- Teams: 8
- Premiers: Claremont 3rd premiership
- Minor premiers: Claremont 3rd minor premiership
- Sandover Medallist: "Checker" O'Keefe (West Perth)
- Leading goalkicker: George Moloney (Claremont)
- Matches played: 84

= 1940 WANFL season =

Australian rules football season

The 1940 WANFL season was the 56th season of the various incarnations of the Western Australian National Football League. It saw Claremont win its third consecutive premiership, but its last before returning to the status of cellar-dweller it occupied during its first decade in the WA(N)FL – between 1943 and 1978 Claremont played finals only five times for one premiership. South Fremantle, after a lean period in the middle 1930s, displaced perennial power clubs East Fremantle and East Perth as the Tigers' Grand Final opponent, and established some of the basis, in spite of three disastrous wartime under-age seasons, for the club's fabled dynasty after the war.

The season was severely affected by World War II, which claimed numerous players from all clubs and limited the availability of others, and also a dispute with the Perth City Council over charges for the rental of Leederville and Perth Ovals, which were not resolved fully before the season. Consequently, East Perth and West Perth were forced to play home games at either the WACA or Subiaco Oval; however this did not affect their performance and the Cardinals, with young players like Bill Baker, "Spike" Pola and "Pops" Heal coming of age, improved from one win in 1939 to eleven this season – and would have done better but for appendicitis ending Ted Tyson’s football after June.

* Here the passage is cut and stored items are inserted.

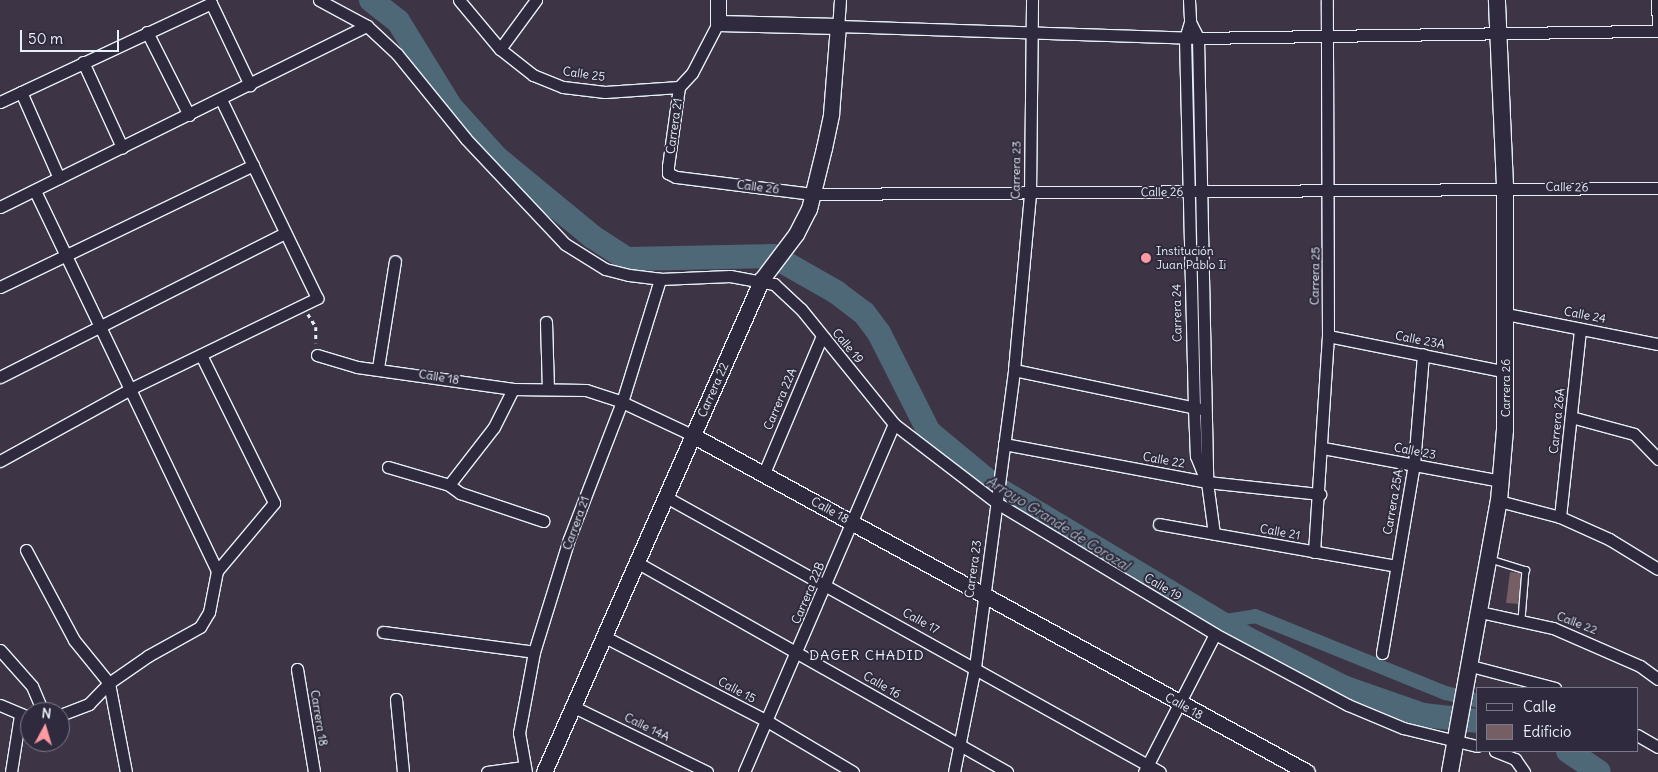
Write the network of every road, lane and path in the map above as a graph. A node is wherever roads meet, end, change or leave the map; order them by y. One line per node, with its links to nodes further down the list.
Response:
1 (319, 0): 13 (street)
2 (459, 0): 22 (street, Calle 25)
3 (536, 0): 22 (street)
4 (718, 0): 12 (street, Carrera 21)
5 (840, 0): 14 (street, Carrera 22)
6 (1032, 0): 17 (street, Carrera 23)
7 (1189, 0): 11 (street, Carrera 24)
8 (1327, 0): 21 (street, Carrera 25)
9 (1497, 0): 18 (main road, Carrera 26)
10 (1657, 0): 15 (street)
11 (1190, 22): 19 (street, Carrera 24); 20 (street, Carrera 24)
12 (718, 23): 14 (street); 25 (street, Carrera 21)
13 (367, 26): 24 (street); 46 (street)
14 (838, 26): 17 (street); 40 (street, Carrera 22)
15 (1658, 30): 18 (street)
16 (147, 32): 23 (street); 24 (street); 29 (street)
17 (1032, 32): 19 (street); 41 (street, Carrera 23)
18 (1498, 36): 21 (street); 34 (main road, Carrera 26)
19 (1184, 38): 20 (street); 38 (street, Carrera 24)
20 (1198, 38): 21 (street); 39 (street, Carrera 24)
21 (1328, 38): 35 (street, Carrera 25)
22 (500, 49): 25 (street, Calle 25)
23 (83, 62): 26 (street); 30 (street)
24 (250, 84): 27 (street)
25 (679, 87): 32 (street, Carrera 21)
26 (21, 92): 28 (street); 33 (street)
27 (221, 98): 29 (street); 31 (street)
28 (0, 102)
29 (188, 115): 30 (street)
30 (122, 147): 33 (street)
31 (252, 164): 43 (street); 44 (street)
32 (668, 173): 40 (street, Calle 26)
33 (59, 178): 37 (street)
34 (1505, 186): 35 (street, Calle 26); 36 (street, Calle 26); 50 (main road, Carrera 26)
35 (1330, 188): 39 (street, Calle 26); 55 (street, Carrera 25)
36 (1658, 188)
37 (35, 191): 42 (street); 44 (street)
38 (1188, 192): 39 (street, Calle 26); 41 (street, Calle 26); 68 (street, Carrera 24)
39 (1204, 192): 69 (street, Carrera 24)
40 (813, 194): 41 (street, Calle 26); 47 (street, Carrera 22)
41 (1030, 195): 61 (street, Carrera 23)
42 (0, 207)
43 (286, 233): 49 (street); 52 (street)
44 (66, 255): 48 (street); 52 (street)
45 (395, 261): 60 (street)
46 (660, 279): 47 (street); 67 (street, Carrera 21)
47 (762, 279): 54 (street, Calle 19); 72 (street, Carrera 22)
48 (0, 287)
49 (303, 307): 58 (street); 59 (path)
50 (1506, 314): 53 (street, Calle 24); 62 (main road, Carrera 26)
51 (546, 322): 66 (street)
52 (102, 326): 63 (street); 64 (street)
53 (1580, 328): 56 (street, Calle 24); 70 (street, Carrera 26A)
54 (822, 336): 71 (street, Calle 19); 79 (street, Carrera 22A)
55 (1328, 336): 57 (street, Calle 23A); 74 (street, Carrera 25)
56 (1658, 344)
57 (1423, 354): 62 (street, Calle 23A); 77 (street, Carrera 25A)
58 (201, 355): 64 (street); 98 (street)
59 (317, 355): 60 (street, Calle 18)
60 (378, 368): 65 (street, Calle 18)
61 (1014, 370): 68 (street); 73 (street, Carrera 23)
62 (1506, 372): 80 (main road, Carrera 26)
63 (0, 377)
64 (132, 388): 76 (street); 98 (street)
65 (513, 388): 66 (street, Calle 18); 82 (street)
66 (548, 388): 67 (street, Calle 18)
67 (622, 402): 72 (street, Calle 18); 107 (street, Carrera 21)
68 (1194, 409): 69 (street); 81 (street, Carrera 24)
69 (1207, 410): 81 (street, Carrera 24)
70 (1571, 416): 75 (street); 87 (street, Carrera 26A)
71 (894, 424): 84 (street, Calle 19); 89 (street, Carrera 22B)
72 (692, 435): 79 (street, Calle 18); 85 (street, Carrera 22)
73 (1004, 444): 81 (street, Calle 22); 84 (street, Carrera 23)
74 (1323, 448): 77 (street, Calle 23); 83 (street, Carrera 25)
75 (1658, 458)
76 (0, 461)
77 (1414, 464): 80 (street, Calle 23); 96 (street, Carrera 25A)
78 (388, 467): 82 (street)
79 (764, 473): 89 (street, Calle 18)
80 (1501, 481): 86 (main road, Carrera 26)
81 (1207, 482): 83 (street, Calle 22); 91 (street, Carrera 24)
82 (450, 485): 88 (street)
83 (1320, 494): 93 (street, Carrera 25)
84 (997, 497): 100 (street, Carrera 23); 104 (street, Calle 19)
85 (666, 498): 95 (street, Carrera 22); 99 (street, Calle 17)
86 (1499, 501): 87 (street); 94 (main road, Carrera 26)
87 (1560, 517): 97 (street)
88 (543, 522)
89 (853, 523): 99 (street, Carrera 22B); 100 (street, Calle 18)
90 (1159, 524): 91 (street, Calle 21)
91 (1214, 534): 93 (street, Calle 21)
92 (26, 550): 114 (street)
93 (1314, 552): 96 (street, Calle 21)
94 (1489, 559): 101 (main road, Carrera 26); 102 (lane)
95 (638, 563): 105 (street, Carrera 22); 108 (street, Calle 16)
96 (1396, 566): 109 (street, Carrera 25A)
97 (1658, 569)
98 (217, 572): 114 (street)
99 (826, 584): 108 (street, Carrera 22B); 111 (street, Calle 17)
100 (984, 592): 111 (street, Carrera 23); 119 (street, Calle 18)
101 (1480, 612): 102 (street, Calle 22); 110 (main road, Carrera 26)
102 (1522, 620): 113 (street, Calle 22)
103 (383, 632): 107 (street)
104 (1215, 634): 119 (street); 124 (street, Calle 19)
105 (605, 636): 120 (street, Carrera 22); 123 (street, Calle 15)
106 (0, 650): 117 (street)
107 (534, 652): 131 (street, Carrera 21)
108 (797, 653): 123 (street, Carrera 22B); 127 (street, Calle 16)
109 (1382, 653)
110 (1471, 666): 115 (street); 124 (main road, Carrera 26)
111 (974, 667): 127 (street, Carrera 23); 132 (street, Calle 17)
112 (297, 670): 135 (street, Carrera 18)
113 (1658, 679)
114 (109, 683): 121 (street); 134 (street)
115 (1551, 687)
116 (396, 699): 136 (street)
117 (39, 702)
118 (0, 705): 122 (street)
119 (1180, 705): 132 (street); 145 (street, Calle 18)
120 (574, 707): 138 (street, Carrera 22); 139 (street, Calle 14A)
121 (70, 711)
122 (20, 714)
123 (767, 721): 140 (street, Carrera 22B); 141 (street, Calle 15)
124 (1457, 734): 128 (street, Calle 19); 146 (main road, Carrera 26)
125 (20, 735): 133 (street)
126 (1638, 737): 129 (street)
127 (958, 745): 142 (street, Carrera 23); 143 (street, Calle 16)
128 (1476, 745)
129 (1658, 747)
130 (1498, 752): 147 (street)
131 (524, 769): 137 (street)
132 (1146, 769): 144 (street, Calle 17)
133 (10, 772)
134 (126, 772)
135 (314, 772)
136 (403, 772)
137 (487, 772)
138 (544, 772)
139 (707, 772)
140 (744, 772)
141 (853, 772)
142 (954, 772)
143 (1007, 772)
144 (1160, 772)
145 (1307, 772)
146 (1450, 772)
147 (1524, 772)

Swan Districts, affected by the retirement of early stalwarts Jim Ditchburn and George Krepp, the loss early in the season of Jack Murray, and the recruitment of numerous players to the services, suffered despite the return of champion spearhead Holdsworth who was third in the goalkicking with 73 its first wooden spoon with only two wins. More surprisingly Perth – who had looked the previous season to be emerging from twenty years in the doldrums – could not replace captain-coach Austin Robertson and lost all but one of its final thirteen games for its worst record since 1923.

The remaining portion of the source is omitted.